A leaf fragment from a medieval missal, Loyola University Chicago. Image courtesy of David Orr
Medieval manuscripts awaken awe within the viewer. Ornamental scallops and borders, illuminated letters, and precision handwriting inspire wonder. Aged papers and petite drawings elicit questions: Who made this? What is this paper made from? Where are such treasures kept?
For the past three years,the Peripheral Manuscripts team has been working together to capture the beauty of these medieval texts and make them discoverable and accessible to audiences around the world, a task that goes far beyond what any single team member could accomplish working alone.

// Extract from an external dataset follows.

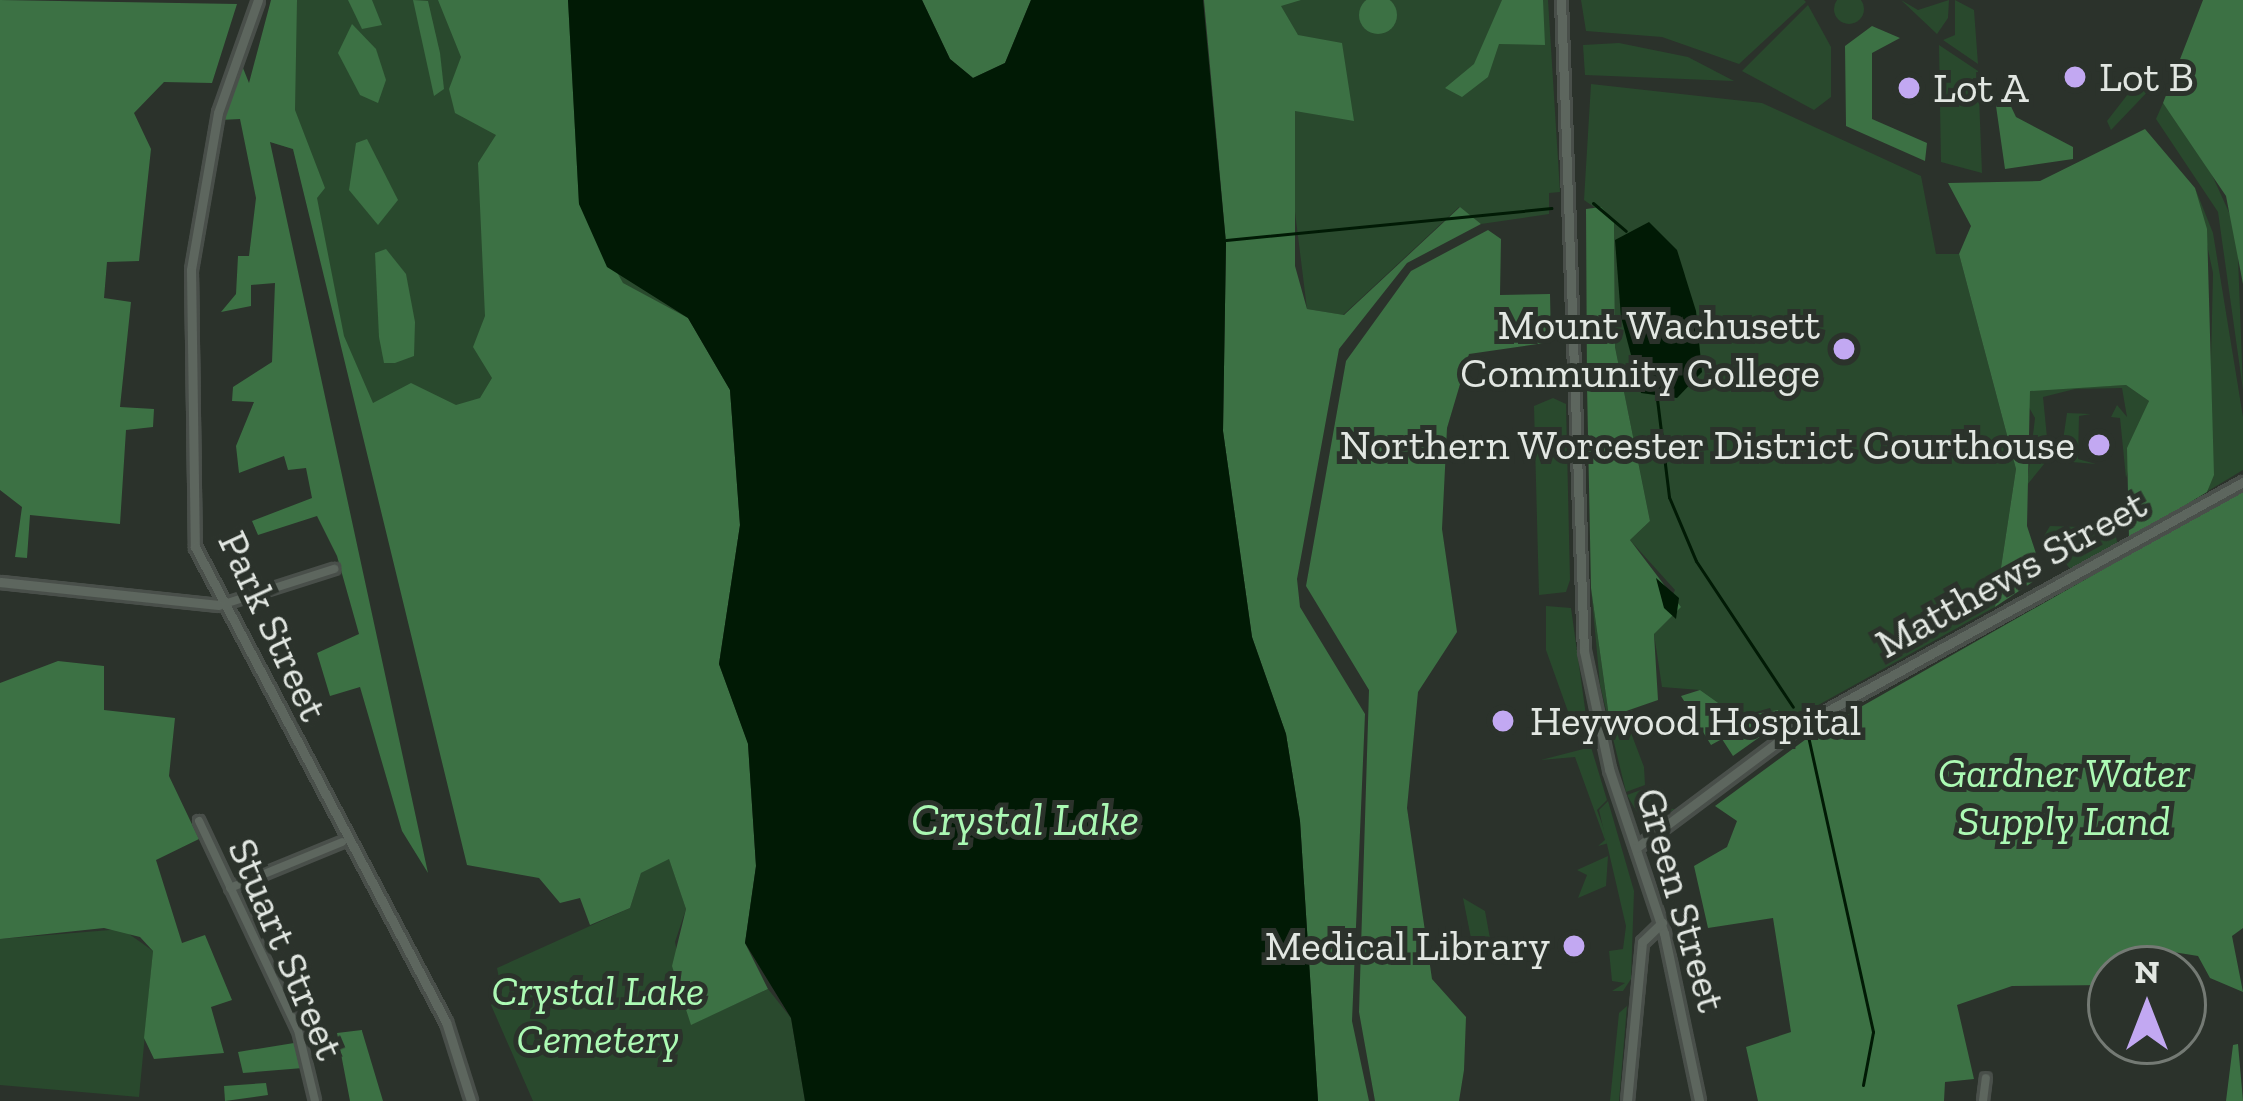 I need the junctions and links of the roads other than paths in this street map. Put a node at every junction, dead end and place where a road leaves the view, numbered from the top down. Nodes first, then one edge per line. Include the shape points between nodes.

In January 2020, the Council on Library and Information Resources (CLIR) awarded Peripheral Manuscripts: Digitizing Medieval Manuscript Collections in the Midwest $281,936 to digitize and create item-level metadata for medieval manuscripts from twenty-two Midwestern institutions, focusing on smaller colleges, libraries, and museums that may not have the resources to provide digital access to their holdings. The project, which is part of CLIR’s “Digitizing Hidden Special Collections and Archives” awards, is led by faculty and staff from Indiana University Bloomington, Saint Mary’s College, and Loyola University Chicago. Though the original project deadline is May 2023, the team will be asking for an extension due to the pandemic delaying their start.
In fall 2022, Dr. Elizabeth Hebbard – faculty member of IU’s Institute of Medieval Studies, co-director of IU’s Book Lab, and assistant professor in the department of French and Italian – prepared manuscripts from Loyola University Chicago to be picked up. Aiding Hebbard were Michelle Dalmau, IU Libraries’ head of digital collections services and co-director of The Institute for Digital Arts & Humanities(IDAH), along with Kara Alexander, IU Libraries’ digital media specialist. Hebbard and Dalmau are co-Primary Investigators (PI) along with Ian Cornelius, Edward L. Surtz, S. J., associate professor of English at Loyola University Chicago, and Sarah Noonan, associate professor of English, Saint Mary’s College.
Unwrapping the precious books and manuscripts from white papers, Hebbard, Dalmau, and Alexander discussed the project.
Stewarding the Items
Dalmau explained, “When partners pick up their items, we make sure everything is as expected because they do leave them with us for a few months. That’s big trust.” The grant team takes this responsibility seriously; when a partner institution leaves its materials, the IU team checks their delivery manifest against a project database and takes condition photos of each item. To protect items proposed for digitization, the project started withvisits to each site to estimate not only the number of volumes and fragments but to note their condition. If something was too fragile to be handled or photographed, it was not included.
The grant originally proposed to capture and describe 78 volumes or codices, and 406 medieval manuscript fragments. Today, however, the number of fragments has grown to 615. “Even as early as our initial partner meeting in summer 2020, partners watched one another present their collections,” Hebbard shared, “and some partners realized they could perhaps include something else in the project.” Dalmau added, “By the time we had finished our all-partner kick-off meetings, the partners themselves uncovered additional items, and site visits also upped the numbers with the PIs identifying additional candidates for the project.”
Whereas a codex is a book (as opposed to, say a scroll), a fragment is any part of a larger work that has been damaged, intentionally or unintentionally, and can include one or more leaves of paper or parchment. Hebbard pointed to a paper fragment. “If you illuminate it from the back, you can see the watermark, which is a branding tool for the papermaker. The horizontal and vertical lines come from paper pulp settling over the paper mold, and the watermark is a piece of twisted wire added on top of the mold, so fewer fibers accumulate there.”
Hebbard explained the history of paper, which can be helpful in generally dating an item. “The technology of papermaking was known but not widespread in Europe until the 14th century.” Before that, parchment was utilized. “Parchment refers to any kind of animal skin, and that could be deer, goat, cow, sheep,” she said. The entire animal was used to meet the needs of people, and the skin, once properly prepared, made an excellent and durable writing surface.
The manuscript documents, fragments, and codices in the Peripheral Medieval Manuscript Project originated in Europe, mostly from Italy and France, between the 10th and 16th centuries. A few are in vernacular languages, but the vast majority were written in Latin. The manuscripts range in size from mammoth to tiny. Spines are bedraggled. Some have hinges or other hardware. Pages, too, present in a variety of quality and condition, from vibrant colors popping off the page, to the sheet being blotchy, sallow, and difficult to read.